Film Reviews
By Rob Ferraz
Forgiveness: Stories for Our Time
Directed By Johanna Lunn
The phrase “senseless violence” is one we hear so often that it’s lost much of its meaning and impact. When watching director Johanna Lunn’s film, however one gets grimly reacquainted with it.
Forgiveness: Stories for Our Time tells the stories of four people whose lives were permanently changed through acts of violence.
It opens with in Toronto, where Lesley Parrot talks about living in the Summerhill neighbourhood and how much she and her family enjoyed it. She then starts to talk about her 11 year old daughter, Allison, and how she was always smiling, happy, cheerful, and friendly.
At this point, the feeling of dread creeps up your spine as you know that the story will soon take a turn for the worse. And it does. She goes on to describe the last time she spoke to her daughter in 1985 before she was raped and murdered.
This sets the tone for the rest of the film as three others tell similar stories. One is Alan McBride, a man in Northern Ireland whose wife and young child were victims of an IRA bomb. Another is Anglican priest Julie Nicholson, whose daughter was killed in the London subway bombings in 2005. And the final interviewee is a woman from rural Newfoundland named Anne Marie Hagan who, as a teenager, watched her father murdered by a schizophrenic neighbour.
Through the interviews, we get an uncomfortably close look at the range of feelings experienced by these people and their eventual ability, or inability to forgive those responsible.
The choice of subjects who were the victims of politically-motivated violence is a timely one. Some may wonder why no one who was affected by 9/11 was involved. But if you consider the fact that that tragedy has been so heavily scrutinized for the past six years, it’s easy to see why. And despite what some may think, the London bombings were clearly part of the ripple of the aftermath of that day.
This is a powerful film and although its heart wrenching and difficult to watch in some points, it delivers by doing what good documentaries ought to do; it makes the viewer think.
Driven By Dreams
Directed by Serge Giguere
Driven By Dreams film follows the lives of six Quebecers ranging in age from their 72 to 94 years old. The choice of subjects is interesting in that these are normal people living out the twilight years of their lives. One is a nun who scoots around the convent in her motorized cart and reminisces about her days as a music teacher; another is an antique shop owner who specializes in French Canadian furniture; one builds and flies model planes and operates an animal rescue sanctuary; one is an artist, while another is retired although he still helps his son cut wood on their ramshackle farm property.

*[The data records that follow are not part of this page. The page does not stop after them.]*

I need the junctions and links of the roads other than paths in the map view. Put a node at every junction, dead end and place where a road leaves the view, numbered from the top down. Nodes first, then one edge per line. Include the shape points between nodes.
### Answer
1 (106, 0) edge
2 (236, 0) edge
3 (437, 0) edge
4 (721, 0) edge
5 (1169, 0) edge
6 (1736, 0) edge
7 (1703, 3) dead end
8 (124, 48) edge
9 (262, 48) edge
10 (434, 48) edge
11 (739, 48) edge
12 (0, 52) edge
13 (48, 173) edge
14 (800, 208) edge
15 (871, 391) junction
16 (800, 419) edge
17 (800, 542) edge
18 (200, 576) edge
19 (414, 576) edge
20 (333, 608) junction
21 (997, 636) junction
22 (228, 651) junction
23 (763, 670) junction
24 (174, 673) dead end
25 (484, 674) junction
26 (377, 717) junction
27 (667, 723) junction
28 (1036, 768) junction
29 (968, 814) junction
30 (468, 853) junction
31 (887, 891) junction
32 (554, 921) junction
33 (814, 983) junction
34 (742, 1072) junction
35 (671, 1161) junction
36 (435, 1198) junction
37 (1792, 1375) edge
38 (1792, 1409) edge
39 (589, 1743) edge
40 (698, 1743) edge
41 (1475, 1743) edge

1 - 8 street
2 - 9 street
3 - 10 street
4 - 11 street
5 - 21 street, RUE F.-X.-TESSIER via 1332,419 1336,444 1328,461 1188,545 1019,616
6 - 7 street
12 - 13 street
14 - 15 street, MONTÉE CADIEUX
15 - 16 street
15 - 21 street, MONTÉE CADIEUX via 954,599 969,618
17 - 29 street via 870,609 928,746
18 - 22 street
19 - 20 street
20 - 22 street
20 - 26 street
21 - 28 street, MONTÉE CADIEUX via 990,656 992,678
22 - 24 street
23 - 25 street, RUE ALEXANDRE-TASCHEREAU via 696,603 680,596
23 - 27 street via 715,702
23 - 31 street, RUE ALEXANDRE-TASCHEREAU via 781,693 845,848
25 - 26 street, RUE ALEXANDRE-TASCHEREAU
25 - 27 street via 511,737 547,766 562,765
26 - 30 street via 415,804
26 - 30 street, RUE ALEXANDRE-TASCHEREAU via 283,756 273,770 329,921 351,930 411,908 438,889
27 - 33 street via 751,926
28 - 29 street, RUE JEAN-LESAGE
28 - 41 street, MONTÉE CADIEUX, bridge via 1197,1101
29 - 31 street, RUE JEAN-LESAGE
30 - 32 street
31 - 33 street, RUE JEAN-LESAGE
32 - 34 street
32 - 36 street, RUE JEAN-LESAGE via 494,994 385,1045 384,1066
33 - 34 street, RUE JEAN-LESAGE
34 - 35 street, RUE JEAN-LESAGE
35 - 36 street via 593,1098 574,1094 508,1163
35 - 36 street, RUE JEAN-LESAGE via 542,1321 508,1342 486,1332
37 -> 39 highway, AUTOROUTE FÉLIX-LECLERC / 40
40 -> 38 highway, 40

Intercut with the interviews are scenes of an amateur senior’s orchestra which specializes in big band tunes.
Veteran doc director Serge Giguere does a good job of taking the everyday and using it to tell an interesting story. Although none of the subjects’ stories would likely sustain a feature length film on its own, when blended together to show how life can pass us by, the result is alternately uplifting and melancholy.
They are all well-aware of their own mortality and discuss it without any dramatic flair. They know it is coming but refuse to let it get in the way of how they live their lives as they describe their ups and downs and aches and pains. It’s this frankness that helps make the film interesting; although at times it’s somewhat depressing.
Things occasionally drag a bit and although the film isn’t quite 90 minutes in length, it feels somewhat long. There’s a tendency by the filmmaker to add in transitions in which there is no dialogue accompanied by some action that aren’t all that exciting to watch. Their inclusion could be a reflection of the slowed-down lifestyle of the film’s cast, but all it does is slow down the film. That’s not to say that this is boring, but it could’ve been about 10 minutes shorter without losing any of its poignancy.
Driven By Dreams is the kind of film that all ages can appreciate because even though the people in it are elderly, it’s really about life and living it to the fullest, no matter what.